Sorry I should have mentioned I left the Field Current connection in place so there'd hopefully be an output, and measured the B+ connection relative to the chassis.

Anyway I've done some more experimenting and it turns out I have the unluckiest charging system in the world.

I found three faults, none of which are the alternator! (1) The earth strap from battery to chassis had corroded very badly and was intermittently disconnecting

(2) The connector on the B+ stud on the alternator (the one that carries the current) had also corroded under the plastic sleeve and appeared to have burned out a bit too.

(3) After correcting both of the above, re-connecting the alt, charging my battery manually and putting it back, the alt light is on dimly under high load, which gets brighter as the load increases, implying a battery fault. The battery terminal voltage is 14.5 V when the engine's running, which means the alt is OK. The battery voltage is about 12V when the engine's off.

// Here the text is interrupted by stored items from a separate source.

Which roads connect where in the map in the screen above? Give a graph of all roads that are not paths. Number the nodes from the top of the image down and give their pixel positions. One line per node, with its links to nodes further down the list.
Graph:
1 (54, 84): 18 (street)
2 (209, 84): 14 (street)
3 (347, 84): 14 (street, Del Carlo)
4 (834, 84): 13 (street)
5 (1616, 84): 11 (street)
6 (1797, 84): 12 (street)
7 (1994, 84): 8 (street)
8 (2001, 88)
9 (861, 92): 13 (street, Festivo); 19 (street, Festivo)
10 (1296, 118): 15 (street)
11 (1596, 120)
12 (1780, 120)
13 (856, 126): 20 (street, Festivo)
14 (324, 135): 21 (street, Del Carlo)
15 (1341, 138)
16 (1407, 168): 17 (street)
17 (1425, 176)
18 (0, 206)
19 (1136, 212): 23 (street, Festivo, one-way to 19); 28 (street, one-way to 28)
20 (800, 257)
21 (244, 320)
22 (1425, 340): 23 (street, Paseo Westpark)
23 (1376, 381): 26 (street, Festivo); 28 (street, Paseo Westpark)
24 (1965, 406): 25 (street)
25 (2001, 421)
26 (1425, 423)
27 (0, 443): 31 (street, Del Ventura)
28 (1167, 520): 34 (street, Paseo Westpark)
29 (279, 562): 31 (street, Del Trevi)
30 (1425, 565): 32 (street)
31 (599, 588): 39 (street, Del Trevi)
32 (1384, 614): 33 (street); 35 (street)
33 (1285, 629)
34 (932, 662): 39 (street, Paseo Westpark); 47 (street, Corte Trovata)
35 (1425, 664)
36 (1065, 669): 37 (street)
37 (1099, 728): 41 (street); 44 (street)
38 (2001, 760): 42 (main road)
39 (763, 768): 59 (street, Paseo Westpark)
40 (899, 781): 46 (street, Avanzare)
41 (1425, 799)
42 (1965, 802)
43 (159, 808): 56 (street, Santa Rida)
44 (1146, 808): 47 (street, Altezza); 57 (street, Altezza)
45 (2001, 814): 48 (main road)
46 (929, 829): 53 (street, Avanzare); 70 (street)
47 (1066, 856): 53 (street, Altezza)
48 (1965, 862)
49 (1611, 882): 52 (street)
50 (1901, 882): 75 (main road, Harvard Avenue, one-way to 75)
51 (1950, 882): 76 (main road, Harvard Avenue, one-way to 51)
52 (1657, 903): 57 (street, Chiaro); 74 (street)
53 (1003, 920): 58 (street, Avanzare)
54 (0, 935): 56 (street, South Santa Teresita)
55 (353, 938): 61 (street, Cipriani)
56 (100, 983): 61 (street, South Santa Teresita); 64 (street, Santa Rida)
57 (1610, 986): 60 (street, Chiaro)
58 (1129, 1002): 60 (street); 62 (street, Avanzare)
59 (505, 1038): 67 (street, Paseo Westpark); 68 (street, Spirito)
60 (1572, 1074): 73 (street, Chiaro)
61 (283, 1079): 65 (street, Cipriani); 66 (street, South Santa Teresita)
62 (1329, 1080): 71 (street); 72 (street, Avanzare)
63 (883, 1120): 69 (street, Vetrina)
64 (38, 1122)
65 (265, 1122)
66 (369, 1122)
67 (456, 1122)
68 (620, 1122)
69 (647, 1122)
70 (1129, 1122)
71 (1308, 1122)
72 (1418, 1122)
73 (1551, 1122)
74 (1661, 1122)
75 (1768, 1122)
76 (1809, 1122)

So I guess the total electrical failure occurred when both connections went open-circuit at the same time.

so hopefully all that's left is to buy a new battery and eveyrthing should be OK.

Thanks for the suggestions anyway!

The corrosion's pretty bad though; that's what comes from living by the sea I guess.

Jim

Reply to
Jim Thacker

Probably worth checking the length of the brushes on the alternator as well. Unless it's all happy with happy with the new battery.